=== Data extract ===
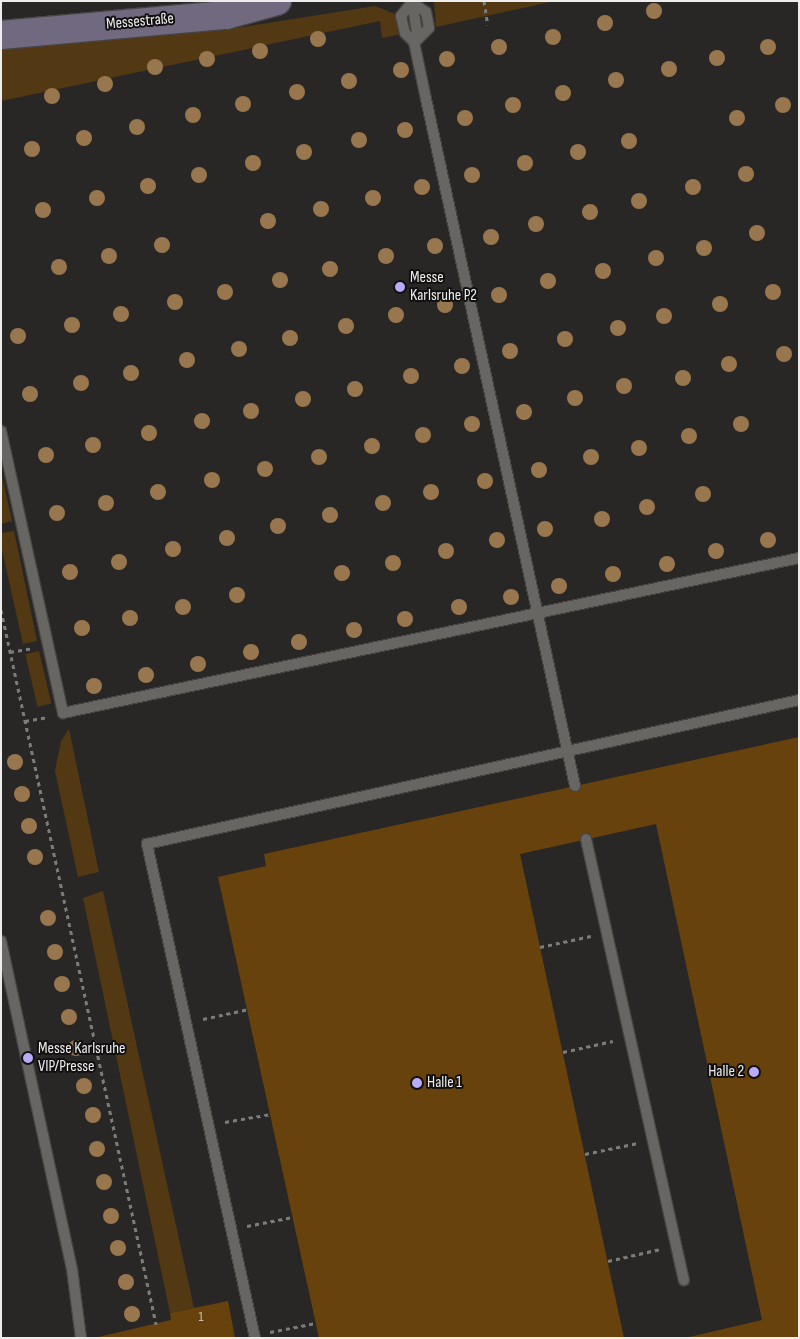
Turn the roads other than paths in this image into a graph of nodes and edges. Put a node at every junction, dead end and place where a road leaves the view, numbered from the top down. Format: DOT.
graph roads {
  1 [pos="277,1"];
  2 [pos="412,2"];
  3 [pos="1,35"];
  4 [pos="1,431"];
  5 [pos="799,558"];
  6 [pos="538,612"];
  7 [pos="799,700"];
  8 [pos="568,751"];
  9 [pos="575,786"];
  10 [pos="586,839"];
  11 [pos="1,941"];
  12 [pos="684,1280"];
  13 [pos="255,1336"];
  14 [pos="81,1337"];
  1 -- 3 [label="street, Messestraße"];
  2 -- 6 [label="lane"];
  4 -- 6 [label="lane"];
  5 -- 6 [label="lane"];
  6 -- 8 [label="lane"];
  7 -- 8 [label="lane"];
  8 -- 9 [label="lane"];
  8 -- 13 [label="lane"];
  10 -- 12 [label="lane"];
  11 -- 14 [label="lane"];
}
===
Without including any picture, repeat the data exactly.

Turn the roads other than paths in this image into a graph of nodes and edges. Put a node at every junction, dead end and place where a road leaves the view, numbered from the top down. Format: DOT.
graph roads {
  1 [pos="277,1"];
  2 [pos="412,2"];
  3 [pos="1,35"];
  4 [pos="1,431"];
  5 [pos="799,558"];
  6 [pos="538,612"];
  7 [pos="799,700"];
  8 [pos="568,751"];
  9 [pos="575,786"];
  10 [pos="586,839"];
  11 [pos="1,941"];
  12 [pos="684,1280"];
  13 [pos="255,1336"];
  14 [pos="81,1337"];
  1 -- 3 [label="street, Messestraße"];
  2 -- 6 [label="lane"];
  4 -- 6 [label="lane"];
  5 -- 6 [label="lane"];
  6 -- 8 [label="lane"];
  7 -- 8 [label="lane"];
  8 -- 9 [label="lane"];
  8 -- 13 [label="lane"];
  10 -- 12 [label="lane"];
  11 -- 14 [label="lane"];
}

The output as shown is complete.